This month, MIT researchers announced that they have devised a way to downsize objects with a nanoscale laser – smaller than what you can see with a microscope. This means that they can take on any simple structure and reduce it to one-thousandth of its original size.
"People have been trying for years to develop better devices for making smaller nanomaterials," said New York neurotechnology senior researcher Edward Leeden in a statement. "There are all sorts of things you can do with it."
It's a long way from "Honey I Shrunk the Kids," but the new method offers many cool applications in the real world. For example, scientists are exploring ways to add tiny robotic particles to cancer drugs that only cancer cells can track down. And forget about microchips ̵
The best part? MIT's cutting-edge technology simply requires a laser and absorbent gel (commonly used in baby diapers) – materials that most biology and engineering laboratories already possess.
Here's how it works: Using a laser, researchers create a structure with absorbent gel – similar to writing with a pen in 3D. Then they can attach any material – metal, DNA or tiny "quantum dot" particles – to the structure. Finally, they reduce the structure to a tiny size.
"It's a bit like film photography," said researcher Daniel Oran. "A latent image is created by exposing a sensitive material in a gel to light, then you can develop that latent image into a real image by then attaching another material, silver."
In fact, Oran is a trained photographer, and the project began in 2014, when he and his graduate student Samuel Rodriques did a background in physics, opted for A co-operation.
The inverse enabled the researchers to produce nanoscale objects.

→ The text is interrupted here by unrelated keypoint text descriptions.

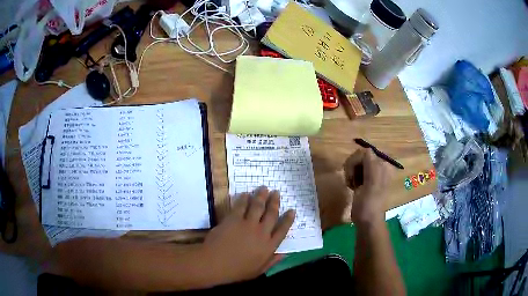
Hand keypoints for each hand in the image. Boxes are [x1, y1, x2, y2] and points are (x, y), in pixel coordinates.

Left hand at [202, 187, 294, 284]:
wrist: (215, 263)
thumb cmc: (236, 271)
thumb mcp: (258, 271)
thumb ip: (272, 261)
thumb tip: (285, 254)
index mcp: (269, 246)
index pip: (283, 230)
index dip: (288, 219)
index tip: (292, 210)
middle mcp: (261, 233)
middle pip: (271, 214)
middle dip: (275, 202)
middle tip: (276, 192)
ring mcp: (248, 224)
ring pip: (258, 206)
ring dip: (261, 196)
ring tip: (264, 188)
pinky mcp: (234, 219)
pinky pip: (241, 206)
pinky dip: (244, 199)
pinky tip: (246, 194)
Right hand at [344, 148, 392, 224]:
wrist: (368, 221)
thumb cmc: (368, 204)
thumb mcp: (371, 182)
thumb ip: (370, 163)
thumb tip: (365, 149)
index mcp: (383, 166)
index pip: (365, 152)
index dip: (354, 161)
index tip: (350, 174)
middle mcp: (381, 166)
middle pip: (361, 157)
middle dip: (352, 167)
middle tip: (350, 181)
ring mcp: (375, 174)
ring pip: (358, 164)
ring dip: (352, 173)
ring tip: (352, 185)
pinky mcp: (369, 180)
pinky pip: (358, 171)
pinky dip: (353, 177)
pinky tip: (354, 187)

So far, only two-dimensional structures could be made using similar laser techniques, and other methods of downsizing 3D objects have been much slower and more difficult to perform in most laboratories.
"Normally, nanotechnology uses very expensive technologies and requires sterile spaces … but we did not have to do that because we use this framework to protect the materials," said Rodriques.
The researchers say this technology could become easily accessible in the future; It's even something you could use at home or at school because all materials are non-toxic.
"It's pretty hard to imagine everything we can do with it now," Rodriques said.